Music makes a difference in people’s lives. For musician and Saginaw native Stewart Francke, it saved his life.

In his memoir, “What Don’t Kill Me Just Makes Me Strong,” Francke discusses how music and the Detroit community helped him get through his struggles to come out tougher, dealing with a bone marrow transplant and treatment for leukemia and overcoming drug addiction.


The article is posted at The Oakland Press and a book excerpt can be read at Untreed Reads.

What Don't Kill Me Just Makes Me Strong by Stewart Francke:

What Don't Kill Me Just Makes Me Strong is a survival memoir that recounts Stewart Francke's remarkable journey through leukemia and a bone marrow transplant, complications and recovery. Understanding he is, as a survivor, part of the “lucky unlucky,” Francke finds the silver lining in his struggle and then some.

Each chapter begins with guides to survival--through any adversity, not just cancer. These informed aphorisms lend What Don't Kill Me a spiritual dimension, making it both literary memoir and a guide to living. As a young father and renowned musician, Francke describes the relationships with his family, friends, medical team and muse with poignant detail, humor and love. He ultimately comes to treat each breath as a gift and grows to understand that a life in service to others is a life lived with true purpose.
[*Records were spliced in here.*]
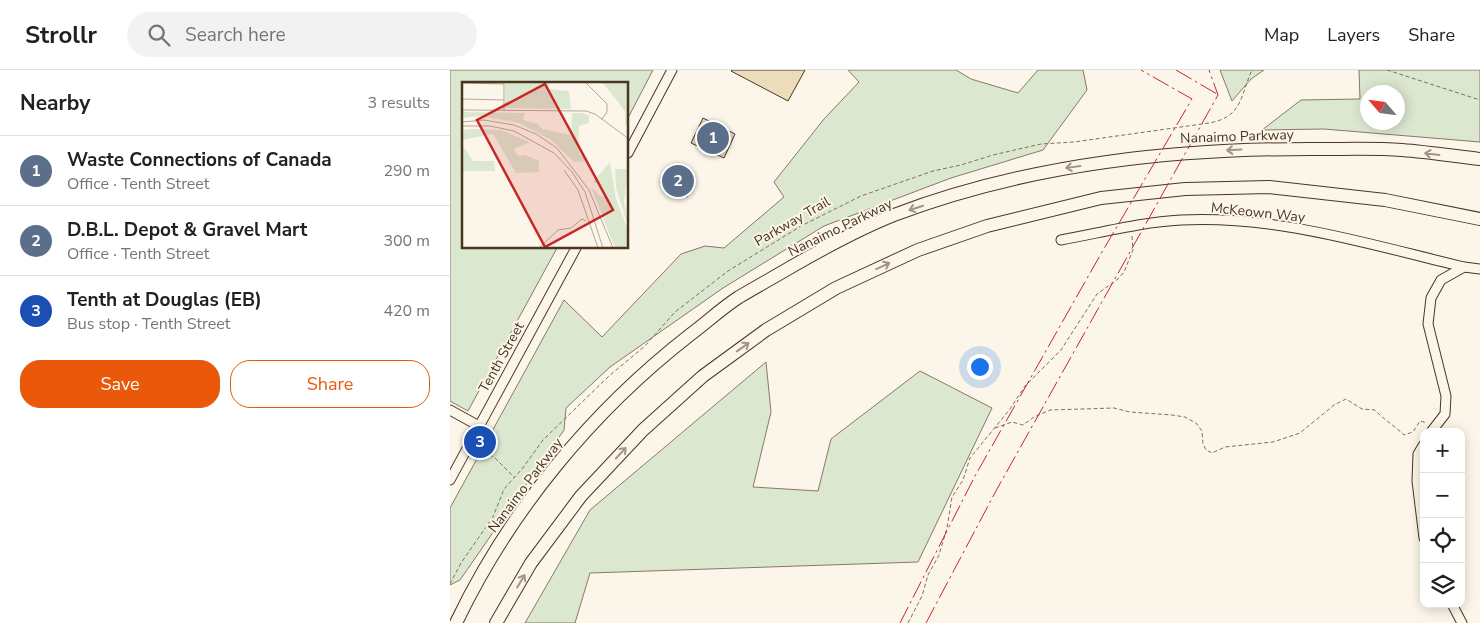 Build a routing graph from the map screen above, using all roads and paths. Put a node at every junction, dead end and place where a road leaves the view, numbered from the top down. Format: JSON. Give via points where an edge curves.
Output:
{"nodes":[{"id":1,"x":672,"y":70,"type":"edge"},
{"id":2,"x":1252,"y":70,"type":"edge"},
{"id":3,"x":1387,"y":70,"type":"edge"},
{"id":4,"x":1480,"y":100,"type":"edge"},
{"id":5,"x":629,"y":151,"type":"edge"},
{"id":6,"x":1480,"y":160,"type":"edge"},
{"id":7,"x":1480,"y":219,"type":"edge"},
{"id":8,"x":1132,"y":227,"type":"junction"},
{"id":9,"x":1061,"y":240,"type":"dead end"},
{"id":10,"x":575,"y":249,"type":"edge"},
{"id":11,"x":1464,"y":267,"type":"junction"},
{"id":12,"x":1480,"y":269,"type":"edge"},
{"id":13,"x":450,"y":410,"type":"edge"},
{"id":14,"x":479,"y":426,"type":"junction"},
{"id":15,"x":995,"y":428,"type":"junction"},
{"id":16,"x":1434,"y":428,"type":"edge"},
{"id":17,"x":470,"y":443,"type":"junction"},
{"id":18,"x":1420,"y":451,"type":"edge"},
{"id":19,"x":514,"y":477,"type":"junction"},
{"id":20,"x":450,"y":480,"type":"edge"},
{"id":21,"x":1422,"y":518,"type":"edge"},
{"id":22,"x":450,"y":584,"type":"edge"},
{"id":23,"x":1454,"y":608,"type":"edge"},
{"id":24,"x":456,"y":623,"type":"edge"},
{"id":25,"x":496,"y":623,"type":"edge"},
{"id":26,"x":908,"y":623,"type":"edge"},
{"id":27,"x":1462,"y":623,"type":"edge"}],
"edges":[{"from":1,"to":5,"type":"street"},
{"from":2,"to":19,"type":"path","name":"Parkway Trail","via":[[1239,106],[1230,116],[1218,121],[1041,144],[993,155],[860,196],[814,218],[728,271],[675,312],[645,346],[542,440]]},
{"from":3,"to":4,"type":"path"},
{"from":6,"to":24,"type":"highway","name":"Nanaimo Parkway","one_way":true,"via":[[1402,150],[1269,149],[1173,153],[1066,168],[987,185],[893,215],[825,247],[737,299],[663,356],[603,411],[511,525],[475,584]]},
{"from":25,"to":7,"type":"highway","one_way":true,"via":[[531,563],[581,496],[643,430],[702,376],[766,330],[836,288],[918,250],[987,226],[1101,198],[1185,189],[1269,187],[1385,200]]},
{"from":8,"to":9,"type":"street","name":"McKeown Way"},
{"from":8,"to":11,"type":"street","name":"McKeown Way","via":[[1180,220],[1237,220],[1291,226]]},
{"from":8,"to":15,"type":"path","via":[[1133,250],[1124,272],[1097,294],[1061,350],[1025,386]]},
{"from":10,"to":14,"type":"street","name":"Tenth Street"},
{"from":11,"to":12,"type":"street","name":"McKeown Way"},
{"from":11,"to":16,"type":"street","via":[[1441,280],[1431,298],[1428,324],[1446,396],[1445,414]]},
{"from":13,"to":14,"type":"street"},
{"from":14,"to":17,"type":"street","name":"Tenth Street"},
{"from":15,"to":16,"type":"path","via":[[1012,422],[1023,425],[1050,410],[1114,408],[1172,414],[1196,423],[1202,431],[1206,450],[1212,453],[1225,447],[1274,442],[1300,433],[1346,399],[1362,409],[1375,410],[1404,435],[1413,432],[1420,421]]},
{"from":15,"to":26,"type":"path","via":[[970,458],[963,480],[952,496],[939,555]]},
{"from":17,"to":19,"type":"path","via":[[495,458]]},
{"from":17,"to":20,"type":"street","name":"Tenth Street"},
{"from":18,"to":21,"type":"street","via":[[1417,481]]},
{"from":19,"to":22,"type":"path","name":"Parkway Trail","via":[[500,495],[493,516]]},
{"from":23,"to":27,"type":"street"}]} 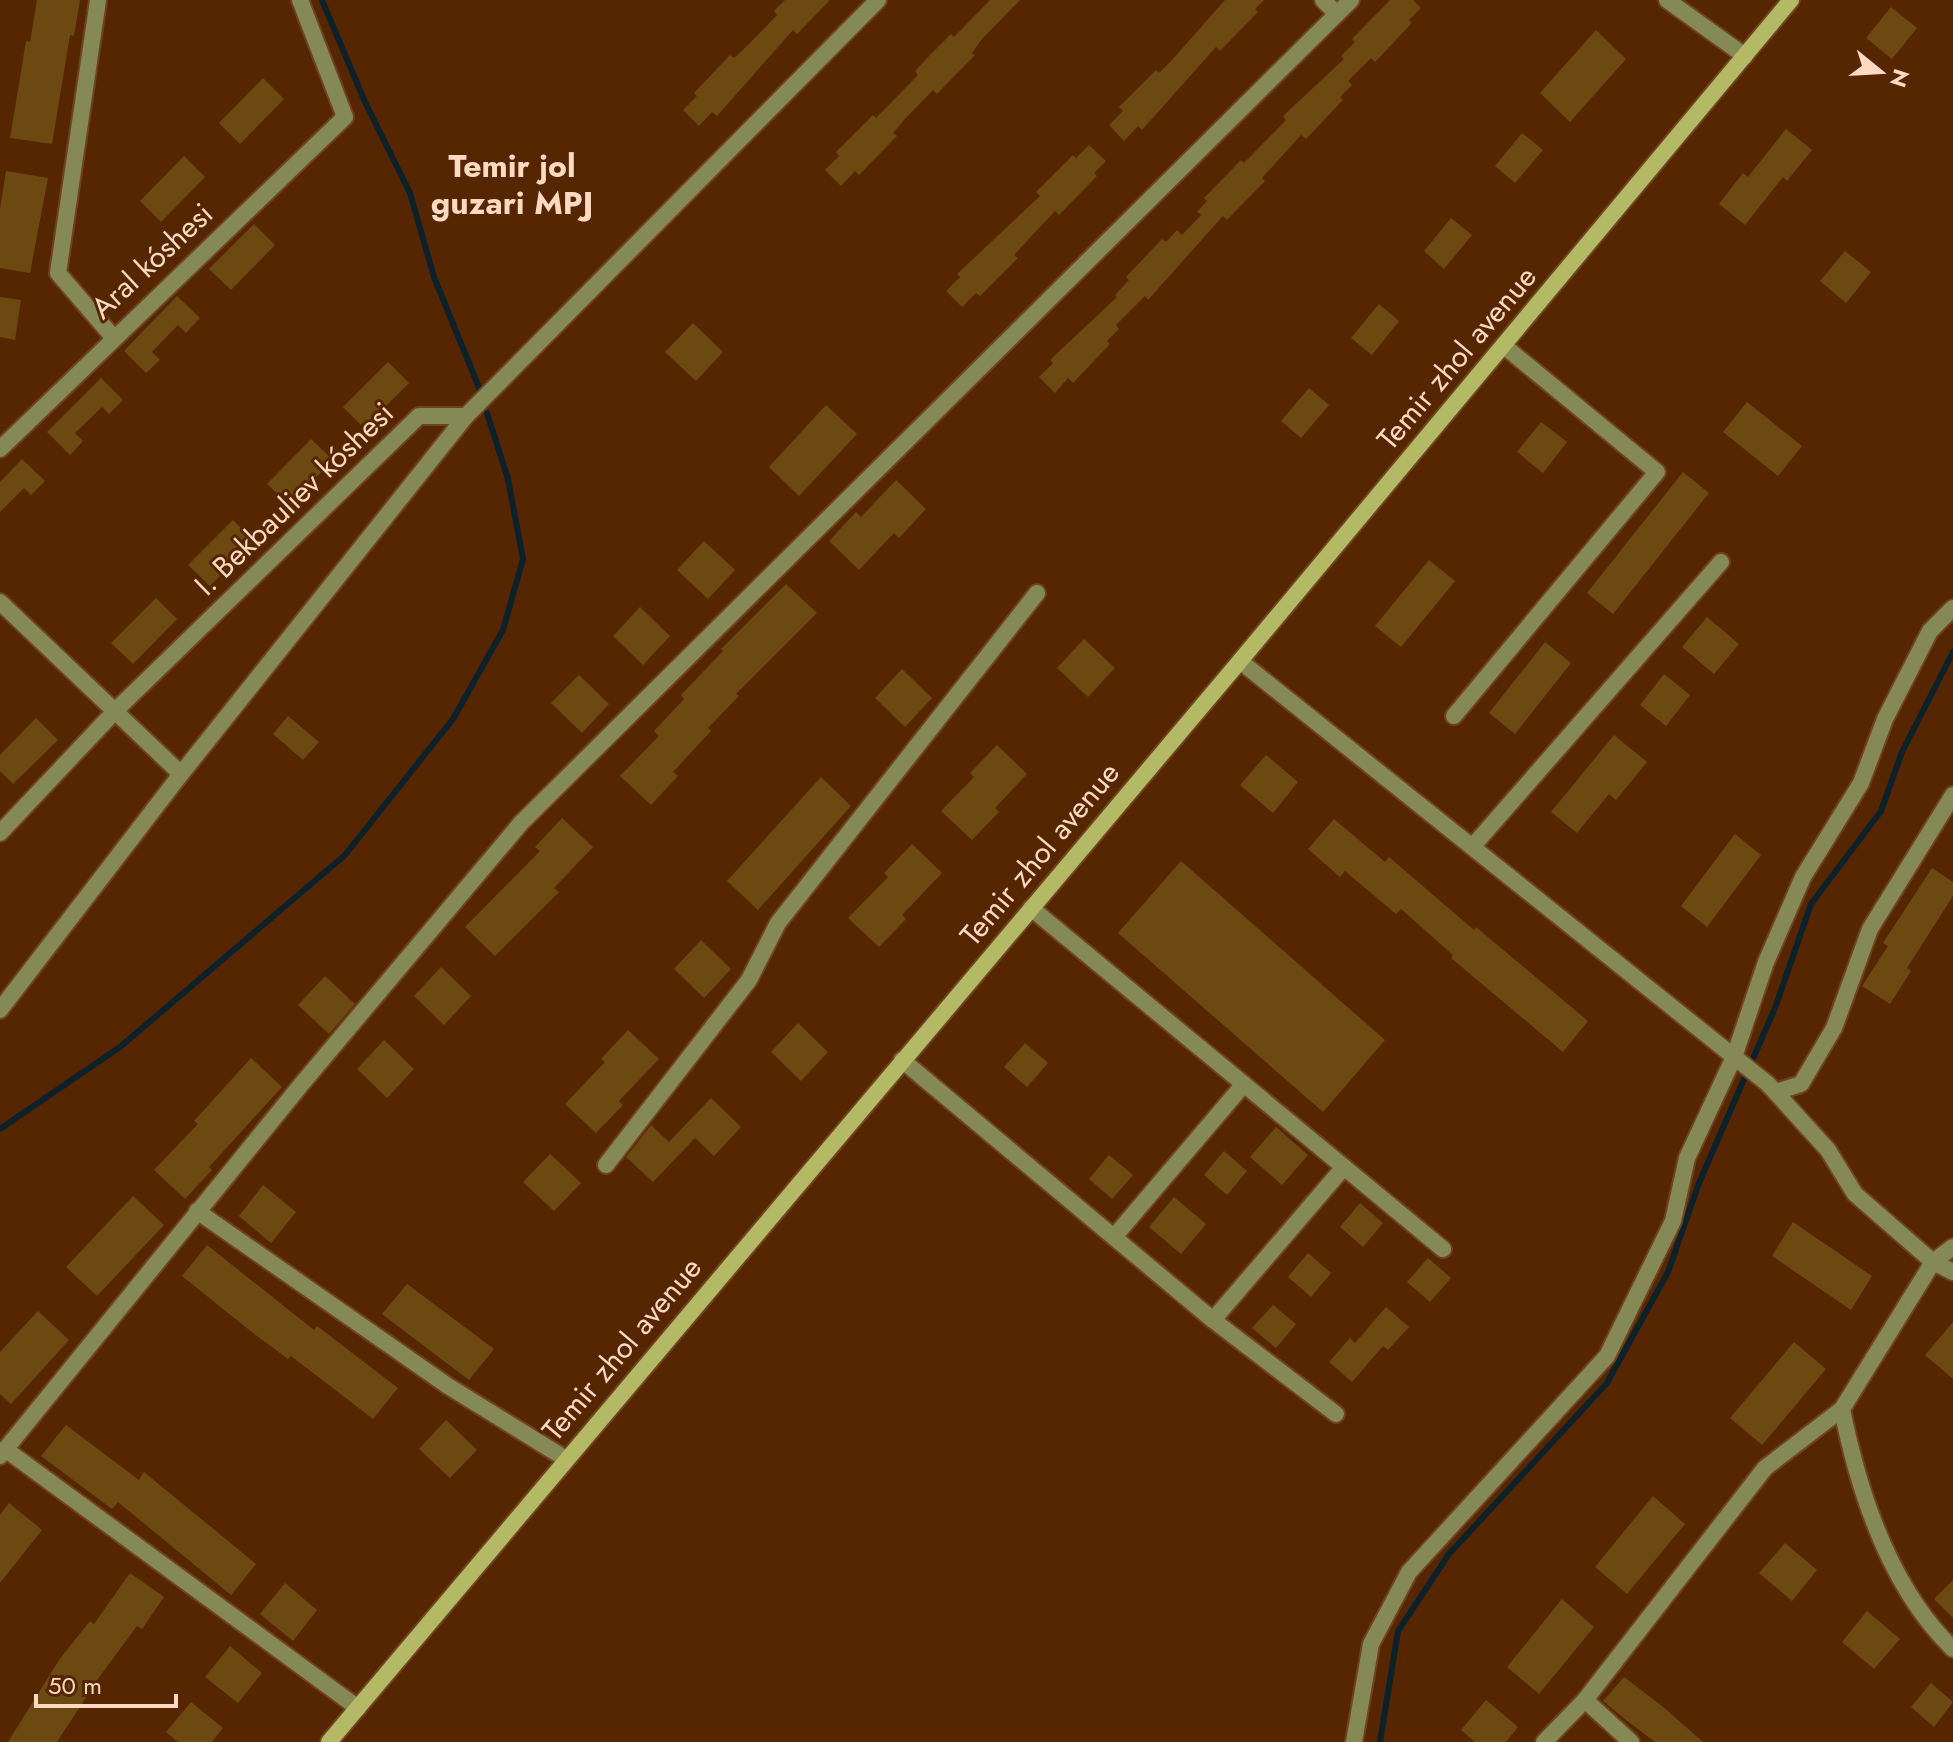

The trip from initial biopsy to full recovery is often horrific, but Francke writes as an unflinching advocate for his own condition, and comes to understand that both surrender and faith are choices. He continually chooses the latter, and finds only death is irrevocable. All else either makes us stronger or can be learned to live with. Although this is a somewhat singular journey through illness, faith and family, Francke makes it everyone’s story.